**Task to complete:** Your copy of the listing should match it exactly, only without pictures.

**Records shown:**
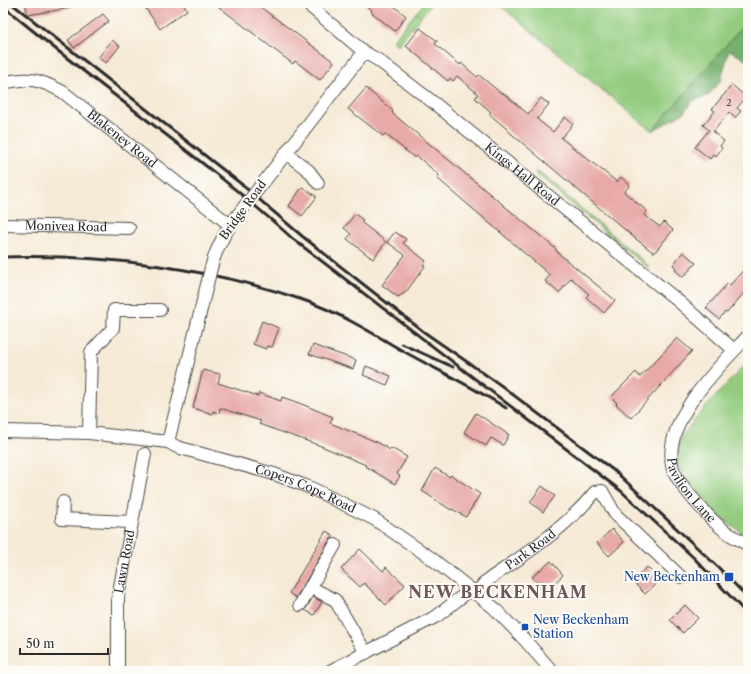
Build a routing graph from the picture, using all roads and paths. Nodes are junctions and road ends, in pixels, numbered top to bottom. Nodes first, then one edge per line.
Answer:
1 (306, 3) edge
2 (364, 52) junction
3 (3, 83) edge
4 (286, 154) junction
5 (318, 183) dead end
6 (3, 225) edge
7 (230, 225) junction
8 (129, 228) dead end
9 (160, 310) dead end
10 (748, 336) edge
11 (734, 350) junction
12 (3, 431) edge
13 (89, 433) junction
14 (168, 442) junction
15 (145, 454) dead end
16 (63, 502) dead end
17 (131, 522) junction
18 (335, 545) dead end
19 (748, 545) edge
20 (681, 577) dead end
21 (310, 587) junction
22 (473, 591) junction
23 (300, 605) dead end
24 (366, 653) junction
25 (118, 671) edge
26 (330, 671) edge
27 (552, 671) edge

1 - 2 street, Kings Hall Road
2 - 4 street, Bridge Road
2 - 11 street, Kings Hall Road
3 - 7 street, Blakeney Road
4 - 5 street
4 - 7 street, Bridge Road, bridge
6 - 8 street, Monivea Road
7 - 14 street, Bridge Road, bridge
9 - 13 street
10 - 11 street, Pavilion Lane
11 - 19 street, Pavilion Lane
12 - 13 street, Copers Cope Road
13 - 14 street, Copers Cope Road
14 - 22 street, Copers Cope Road
15 - 17 street, Lawn Road
16 - 17 street
17 - 25 street, Lawn Road
18 - 21 street
20 - 22 street, Park Road
21 - 23 street
21 - 24 street
22 - 24 street, Park Road
22 - 27 street, Copers Cope Road
24 - 26 street, Park Road

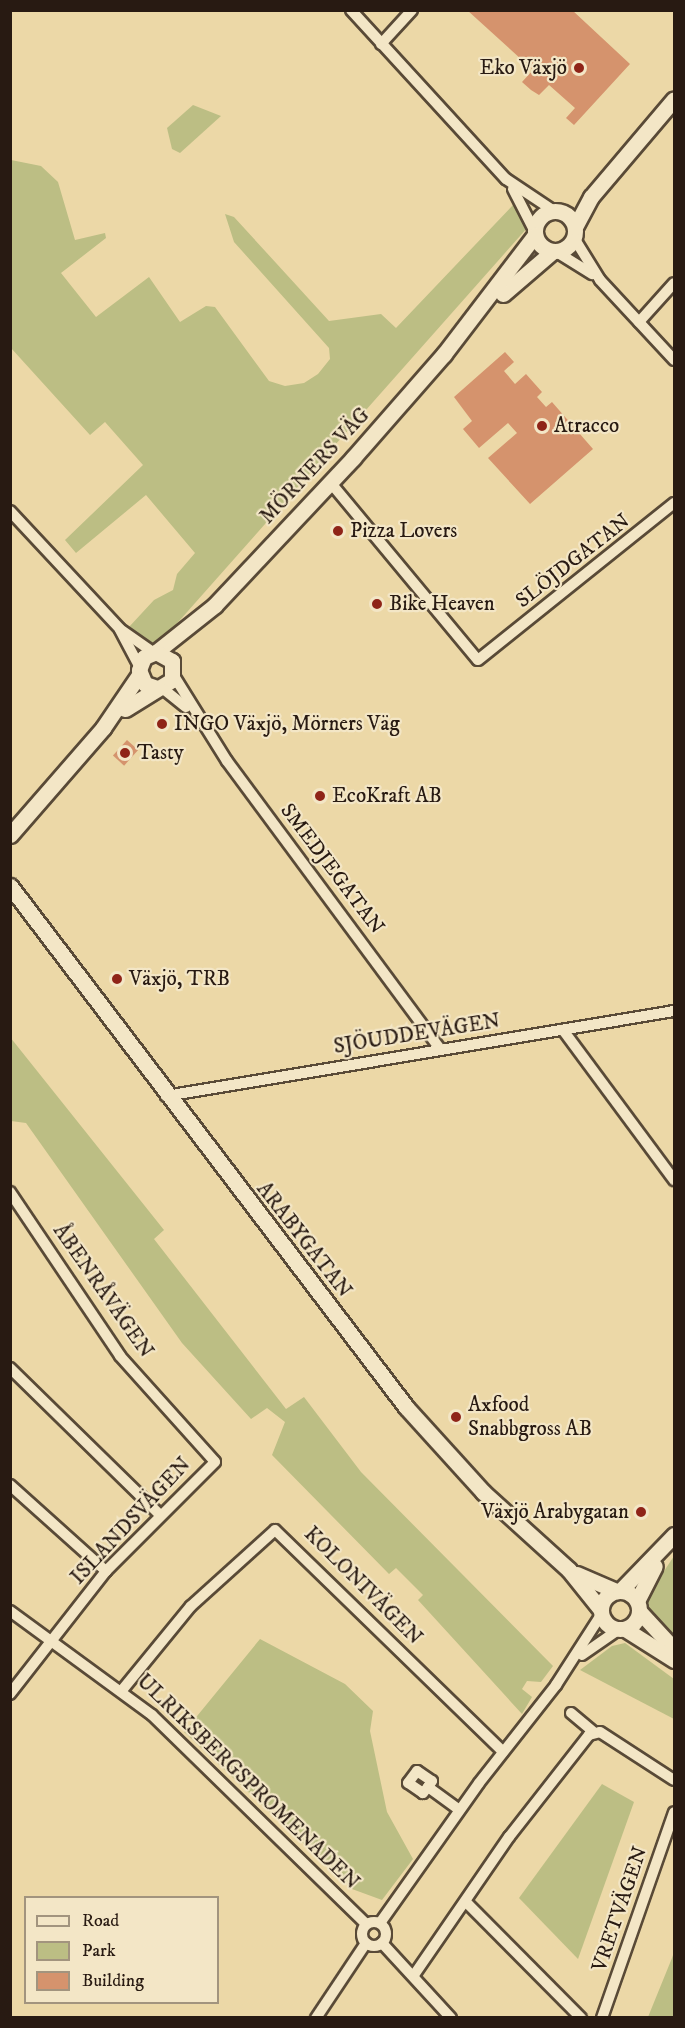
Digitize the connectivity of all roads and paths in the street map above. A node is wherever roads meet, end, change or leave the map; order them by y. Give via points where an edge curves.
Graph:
1 (351, 10) edge
2 (412, 10) edge
3 (381, 44) junction
4 (675, 99) edge
5 (645, 132) junction
6 (506, 179) junction
7 (556, 211) junction
8 (535, 233) junction
9 (574, 233) junction
10 (554, 251) junction
11 (600, 280) junction
12 (675, 283) edge
13 (639, 322) junction
14 (444, 354) junction
15 (675, 360) edge
16 (330, 482) junction
17 (675, 503) edge
18 (10, 511) edge
19 (215, 605) junction
20 (120, 629) junction
21 (155, 652) junction
22 (139, 670) junction
23 (174, 671) junction
24 (159, 688) junction
25 (193, 713) junction
26 (103, 728) junction
27 (63, 771) junction
28 (10, 822) edge
29 (10, 835) edge
30 (10, 886) edge
31 (10, 895) edge
32 (29, 915) junction
33 (675, 1011) edge
34 (563, 1030) junction
35 (440, 1049) junction
36 (166, 1096) junction
37 (675, 1180) edge
38 (10, 1192) edge
39 (10, 1368) edge
40 (215, 1462) joint
41 (10, 1485) edge
42 (160, 1515) junction
43 (675, 1535) edge
44 (663, 1550) junction
45 (570, 1570) junction
46 (106, 1571) junction
47 (618, 1591) junction
48 (638, 1606) junction
49 (10, 1611) edge
50 (601, 1612) junction
51 (622, 1629) junction
52 (53, 1640) junction
53 (675, 1648) edge
54 (675, 1660) edge
55 (571, 1665) junction
56 (123, 1689) junction
57 (10, 1694) edge
58 (571, 1713) dead end
59 (594, 1732) junction
60 (503, 1752) junction
61 (675, 1780) edge
62 (428, 1786) dead end
63 (460, 1810) junction
64 (675, 1812) edge
65 (466, 1902) junction
66 (380, 1923) junction
67 (366, 1924) junction
68 (366, 1943) junction
69 (382, 1943) junction
70 (414, 1975) junction
71 (316, 2018) edge
72 (452, 2018) edge
73 (581, 2018) edge
74 (602, 2018) edge

1 - 3 street
2 - 3 street
3 - 6 street
4 - 5 main road
5 - 7 main road
5 - 9 main road via 591,197
6 - 7 street
6 - 8 street via 529,212
7 - 8 main road, MÖRNERS VÄG via 541,216
7 - 9 main road
8 - 10 main road
8 - 14 main road, MÖRNERS VÄG
9 - 10 main road, MÖRNERS VÄG
9 - 11 street
10 - 11 street
10 - 14 main road, MÖRNERS VÄG
11 - 13 street
12 - 13 street
13 - 15 street
14 - 16 main road, MÖRNERS VÄG
16 - 17 street, SLÖJDGATAN via 478,660
16 - 19 main road, MÖRNERS VÄG
18 - 20 street
19 - 21 main road, MÖRNERS VÄG
19 - 23 main road, MÖRNERS VÄG
20 - 21 street
20 - 22 street
21 - 22 main road, MÖRNERS VÄG
21 - 23 main road
22 - 24 main road
22 - 26 main road
23 - 24 main road, MÖRNERS VÄG
23 - 25 street, SMEDJEGATAN
24 - 25 street, SMEDJEGATAN
24 - 26 main road
25 - 35 street, SMEDJEGATAN
26 - 27 main road
27 - 28 main road
27 - 29 main road
30 - 32 main road, ARABYGATAN
31 - 32 main road, ARABYGATAN
32 - 36 main road, ARABYGATAN
33 - 34 street, SJÖUDDEVÄGEN
34 - 35 street, SJÖUDDEVÄGEN
34 - 37 street
35 - 36 street, SJÖUDDEVÄGEN
36 - 45 main road, ARABYGATAN via 406,1407 483,1492
38 - 40 street, ÅBENRÅVÄGEN via 120,1356
39 - 42 street
40 - 42 street, ISLANDSVÄGEN
41 - 46 street
42 - 46 street, ISLANDSVÄGEN
43 - 44 main road
44 - 47 main road
44 - 48 main road
45 - 47 main road, ARABYGATAN
45 - 50 main road, ARABYGATAN
46 - 52 street, ISLANDSVÄGEN
47 - 48 main road, ARABYGATAN
47 - 50 main road
48 - 51 main road
48 - 53 main road
49 - 52 street, ULRIKSBERGSPROMENADEN
50 - 51 main road, ARABYGATAN
50 - 55 street
51 - 54 main road
51 - 55 street
52 - 56 street, ULRIKSBERGSPROMENADEN
52 - 57 street, ISLANDSVÄGEN
55 - 60 street
56 - 60 street, KOLONIVÄGEN via 191,1606 275,1530
56 - 67 street, ULRIKSBERGSPROMENADEN
58 - 59 street
59 - 61 street
59 - 65 street via 528,1812
60 - 63 street
62 - 63 street
63 - 66 street
64 - 74 street, VRETVÄGEN
65 - 70 street
65 - 73 street
66 - 67 street
66 - 69 street via 386,1933
67 - 68 street via 361,1934
68 - 69 street
68 - 71 street
69 - 70 street
70 - 72 street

**Solution to this task:**
Build a routing graph from the picture, using all roads and paths. Nodes are junctions and road ends, in pixels, numbered top to bottom. Nodes first, then one edge per line.
Answer:
1 (306, 3) edge
2 (364, 52) junction
3 (3, 83) edge
4 (286, 154) junction
5 (318, 183) dead end
6 (3, 225) edge
7 (230, 225) junction
8 (129, 228) dead end
9 (160, 310) dead end
10 (748, 336) edge
11 (734, 350) junction
12 (3, 431) edge
13 (89, 433) junction
14 (168, 442) junction
15 (145, 454) dead end
16 (63, 502) dead end
17 (131, 522) junction
18 (335, 545) dead end
19 (748, 545) edge
20 (681, 577) dead end
21 (310, 587) junction
22 (473, 591) junction
23 (300, 605) dead end
24 (366, 653) junction
25 (118, 671) edge
26 (330, 671) edge
27 (552, 671) edge

1 - 2 street, Kings Hall Road
2 - 4 street, Bridge Road
2 - 11 street, Kings Hall Road
3 - 7 street, Blakeney Road
4 - 5 street
4 - 7 street, Bridge Road, bridge
6 - 8 street, Monivea Road
7 - 14 street, Bridge Road, bridge
9 - 13 street
10 - 11 street, Pavilion Lane
11 - 19 street, Pavilion Lane
12 - 13 street, Copers Cope Road
13 - 14 street, Copers Cope Road
14 - 22 street, Copers Cope Road
15 - 17 street, Lawn Road
16 - 17 street
17 - 25 street, Lawn Road
18 - 21 street
20 - 22 street, Park Road
21 - 23 street
21 - 24 street
22 - 24 street, Park Road
22 - 27 street, Copers Cope Road
24 - 26 street, Park Road

Digitize the connectivity of all roads and paths in the street map above. A node is wherever roads meet, end, change or leave the map; order them by y. Give via points where an edge curves.
Graph:
1 (351, 10) edge
2 (412, 10) edge
3 (381, 44) junction
4 (675, 99) edge
5 (645, 132) junction
6 (506, 179) junction
7 (556, 211) junction
8 (535, 233) junction
9 (574, 233) junction
10 (554, 251) junction
11 (600, 280) junction
12 (675, 283) edge
13 (639, 322) junction
14 (444, 354) junction
15 (675, 360) edge
16 (330, 482) junction
17 (675, 503) edge
18 (10, 511) edge
19 (215, 605) junction
20 (120, 629) junction
21 (155, 652) junction
22 (139, 670) junction
23 (174, 671) junction
24 (159, 688) junction
25 (193, 713) junction
26 (103, 728) junction
27 (63, 771) junction
28 (10, 822) edge
29 (10, 835) edge
30 (10, 886) edge
31 (10, 895) edge
32 (29, 915) junction
33 (675, 1011) edge
34 (563, 1030) junction
35 (440, 1049) junction
36 (166, 1096) junction
37 (675, 1180) edge
38 (10, 1192) edge
39 (10, 1368) edge
40 (215, 1462) joint
41 (10, 1485) edge
42 (160, 1515) junction
43 (675, 1535) edge
44 (663, 1550) junction
45 (570, 1570) junction
46 (106, 1571) junction
47 (618, 1591) junction
48 (638, 1606) junction
49 (10, 1611) edge
50 (601, 1612) junction
51 (622, 1629) junction
52 (53, 1640) junction
53 (675, 1648) edge
54 (675, 1660) edge
55 (571, 1665) junction
56 (123, 1689) junction
57 (10, 1694) edge
58 (571, 1713) dead end
59 (594, 1732) junction
60 (503, 1752) junction
61 (675, 1780) edge
62 (428, 1786) dead end
63 (460, 1810) junction
64 (675, 1812) edge
65 (466, 1902) junction
66 (380, 1923) junction
67 (366, 1924) junction
68 (366, 1943) junction
69 (382, 1943) junction
70 (414, 1975) junction
71 (316, 2018) edge
72 (452, 2018) edge
73 (581, 2018) edge
74 (602, 2018) edge

1 - 3 street
2 - 3 street
3 - 6 street
4 - 5 main road
5 - 7 main road
5 - 9 main road via 591,197
6 - 7 street
6 - 8 street via 529,212
7 - 8 main road, MÖRNERS VÄG via 541,216
7 - 9 main road
8 - 10 main road
8 - 14 main road, MÖRNERS VÄG
9 - 10 main road, MÖRNERS VÄG
9 - 11 street
10 - 11 street
10 - 14 main road, MÖRNERS VÄG
11 - 13 street
12 - 13 street
13 - 15 street
14 - 16 main road, MÖRNERS VÄG
16 - 17 street, SLÖJDGATAN via 478,660
16 - 19 main road, MÖRNERS VÄG
18 - 20 street
19 - 21 main road, MÖRNERS VÄG
19 - 23 main road, MÖRNERS VÄG
20 - 21 street
20 - 22 street
21 - 22 main road, MÖRNERS VÄG
21 - 23 main road
22 - 24 main road
22 - 26 main road
23 - 24 main road, MÖRNERS VÄG
23 - 25 street, SMEDJEGATAN
24 - 25 street, SMEDJEGATAN
24 - 26 main road
25 - 35 street, SMEDJEGATAN
26 - 27 main road
27 - 28 main road
27 - 29 main road
30 - 32 main road, ARABYGATAN
31 - 32 main road, ARABYGATAN
32 - 36 main road, ARABYGATAN
33 - 34 street, SJÖUDDEVÄGEN
34 - 35 street, SJÖUDDEVÄGEN
34 - 37 street
35 - 36 street, SJÖUDDEVÄGEN
36 - 45 main road, ARABYGATAN via 406,1407 483,1492
38 - 40 street, ÅBENRÅVÄGEN via 120,1356
39 - 42 street
40 - 42 street, ISLANDSVÄGEN
41 - 46 street
42 - 46 street, ISLANDSVÄGEN
43 - 44 main road
44 - 47 main road
44 - 48 main road
45 - 47 main road, ARABYGATAN
45 - 50 main road, ARABYGATAN
46 - 52 street, ISLANDSVÄGEN
47 - 48 main road, ARABYGATAN
47 - 50 main road
48 - 51 main road
48 - 53 main road
49 - 52 street, ULRIKSBERGSPROMENADEN
50 - 51 main road, ARABYGATAN
50 - 55 street
51 - 54 main road
51 - 55 street
52 - 56 street, ULRIKSBERGSPROMENADEN
52 - 57 street, ISLANDSVÄGEN
55 - 60 street
56 - 60 street, KOLONIVÄGEN via 191,1606 275,1530
56 - 67 street, ULRIKSBERGSPROMENADEN
58 - 59 street
59 - 61 street
59 - 65 street via 528,1812
60 - 63 street
62 - 63 street
63 - 66 street
64 - 74 street, VRETVÄGEN
65 - 70 street
65 - 73 street
66 - 67 street
66 - 69 street via 386,1933
67 - 68 street via 361,1934
68 - 69 street
68 - 71 street
69 - 70 street
70 - 72 street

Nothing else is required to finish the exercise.